Very much like the Western attitude towards privacy, the hierarchy of private space in the Catholic house was determined by the distance from the public street. Dean D’Cruz, a native Goan architect, says: “The key aspect of traditional Goan architecture is its scale and relationship to the streetscape. The front of the building facing the road, being the most important, is treated with formality. However as one moves through the house, spaces and rear elevations start becoming much more informal.” Other forms of the Catholic house adopted the notion of “wings” and annexes which would provide the family with private rooms and semi-public areas which are separated from the main hall and the service areas. The basic I-shaped form grew to become an H-shaped form when each generation in the house wanted to make their own distinguishable contribution to the house therefore introducing two salas on either side of the entrance. By the middle of the 18th century, Goans had built houses with two levels in imitation of the Europeans , following the tendency of the Western cultures to split the house and elevate its private zones. The local lifestyle, however, did not easily adapt to the scheme and both ceremonial and living rooms alongside the bedrooms occupied the top floor, while the lower level remained empty, becoming merely a token of family grandeur.

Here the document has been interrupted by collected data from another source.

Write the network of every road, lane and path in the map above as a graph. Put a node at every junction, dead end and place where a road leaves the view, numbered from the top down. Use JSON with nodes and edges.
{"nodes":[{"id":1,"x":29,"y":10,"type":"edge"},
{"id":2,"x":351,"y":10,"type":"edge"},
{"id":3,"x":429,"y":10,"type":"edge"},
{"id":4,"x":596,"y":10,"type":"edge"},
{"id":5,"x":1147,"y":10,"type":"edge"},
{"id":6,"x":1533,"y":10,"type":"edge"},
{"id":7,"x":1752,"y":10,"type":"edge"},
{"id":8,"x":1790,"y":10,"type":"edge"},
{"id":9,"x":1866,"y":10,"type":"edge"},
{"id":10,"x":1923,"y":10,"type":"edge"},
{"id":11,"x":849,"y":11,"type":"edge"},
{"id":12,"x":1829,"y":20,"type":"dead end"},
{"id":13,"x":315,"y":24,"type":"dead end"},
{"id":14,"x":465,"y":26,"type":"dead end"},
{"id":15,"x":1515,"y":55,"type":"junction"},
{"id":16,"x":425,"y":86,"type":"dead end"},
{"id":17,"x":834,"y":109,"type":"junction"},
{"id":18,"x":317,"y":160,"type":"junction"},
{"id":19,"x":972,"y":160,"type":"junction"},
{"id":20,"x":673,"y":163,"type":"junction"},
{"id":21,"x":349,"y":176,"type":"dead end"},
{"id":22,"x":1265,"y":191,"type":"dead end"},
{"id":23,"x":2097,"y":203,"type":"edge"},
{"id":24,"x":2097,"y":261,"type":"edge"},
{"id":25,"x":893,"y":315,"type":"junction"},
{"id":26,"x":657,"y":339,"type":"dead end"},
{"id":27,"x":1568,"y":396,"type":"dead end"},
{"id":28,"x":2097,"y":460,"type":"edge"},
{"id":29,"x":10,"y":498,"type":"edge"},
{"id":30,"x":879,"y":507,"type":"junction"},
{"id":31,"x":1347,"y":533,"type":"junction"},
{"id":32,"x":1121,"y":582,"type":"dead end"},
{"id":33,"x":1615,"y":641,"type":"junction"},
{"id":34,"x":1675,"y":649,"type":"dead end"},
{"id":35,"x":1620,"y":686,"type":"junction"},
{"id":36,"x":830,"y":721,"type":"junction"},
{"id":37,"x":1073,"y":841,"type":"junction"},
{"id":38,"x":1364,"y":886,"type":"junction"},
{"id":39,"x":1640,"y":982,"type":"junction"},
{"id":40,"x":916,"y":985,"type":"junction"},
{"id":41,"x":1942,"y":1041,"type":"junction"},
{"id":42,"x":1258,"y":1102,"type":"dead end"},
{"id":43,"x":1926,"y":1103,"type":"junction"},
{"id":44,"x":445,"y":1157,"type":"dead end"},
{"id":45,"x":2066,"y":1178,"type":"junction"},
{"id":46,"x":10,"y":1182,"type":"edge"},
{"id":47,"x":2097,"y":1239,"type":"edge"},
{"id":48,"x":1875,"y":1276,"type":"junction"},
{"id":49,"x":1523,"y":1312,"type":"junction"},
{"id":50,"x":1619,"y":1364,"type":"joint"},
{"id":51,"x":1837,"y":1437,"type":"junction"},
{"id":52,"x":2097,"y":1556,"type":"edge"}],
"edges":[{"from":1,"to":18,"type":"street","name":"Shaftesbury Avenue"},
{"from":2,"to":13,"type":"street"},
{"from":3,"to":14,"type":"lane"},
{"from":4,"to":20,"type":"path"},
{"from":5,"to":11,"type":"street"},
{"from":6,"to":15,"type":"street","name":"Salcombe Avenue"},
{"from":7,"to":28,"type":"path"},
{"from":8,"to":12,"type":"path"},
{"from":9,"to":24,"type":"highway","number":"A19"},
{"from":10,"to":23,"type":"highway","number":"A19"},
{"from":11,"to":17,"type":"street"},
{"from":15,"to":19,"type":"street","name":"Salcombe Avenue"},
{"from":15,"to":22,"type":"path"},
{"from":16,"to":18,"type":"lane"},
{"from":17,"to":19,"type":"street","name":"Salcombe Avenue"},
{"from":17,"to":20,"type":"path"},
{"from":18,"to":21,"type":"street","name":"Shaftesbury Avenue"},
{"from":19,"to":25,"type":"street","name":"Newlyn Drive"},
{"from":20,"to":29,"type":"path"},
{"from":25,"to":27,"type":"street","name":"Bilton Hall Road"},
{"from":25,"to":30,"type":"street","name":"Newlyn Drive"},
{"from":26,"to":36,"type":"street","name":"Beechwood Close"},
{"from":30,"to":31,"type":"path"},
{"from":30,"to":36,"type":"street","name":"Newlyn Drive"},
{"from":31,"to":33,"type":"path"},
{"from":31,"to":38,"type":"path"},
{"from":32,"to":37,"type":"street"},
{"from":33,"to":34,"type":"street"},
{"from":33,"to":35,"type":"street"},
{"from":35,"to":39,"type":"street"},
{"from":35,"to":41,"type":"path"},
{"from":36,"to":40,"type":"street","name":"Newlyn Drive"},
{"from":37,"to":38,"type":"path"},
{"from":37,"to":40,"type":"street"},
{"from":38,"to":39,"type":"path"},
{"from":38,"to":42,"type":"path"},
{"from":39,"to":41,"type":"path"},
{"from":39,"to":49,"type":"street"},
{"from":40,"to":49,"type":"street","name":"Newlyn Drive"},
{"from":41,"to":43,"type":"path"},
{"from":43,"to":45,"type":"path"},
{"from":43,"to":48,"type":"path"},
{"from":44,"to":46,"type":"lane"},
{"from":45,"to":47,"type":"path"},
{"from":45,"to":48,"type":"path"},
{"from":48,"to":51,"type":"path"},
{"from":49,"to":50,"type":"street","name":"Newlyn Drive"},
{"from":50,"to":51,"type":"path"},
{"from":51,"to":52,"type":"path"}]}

Catholic Goan houses are a product of two very distinct cultures, with radically different attitudes toward privacy and community. Unlike the Europeans, Indians live in a hot, humid climate, in a world of proximity, in a house with fourteen around a dining table with a bevy of servants and few locked doors. They adopted a new culture, and while adapting to it, something remarkable happened -- a most bizarre lexicon of architectural elements was developed, one that was distinct and only theirs.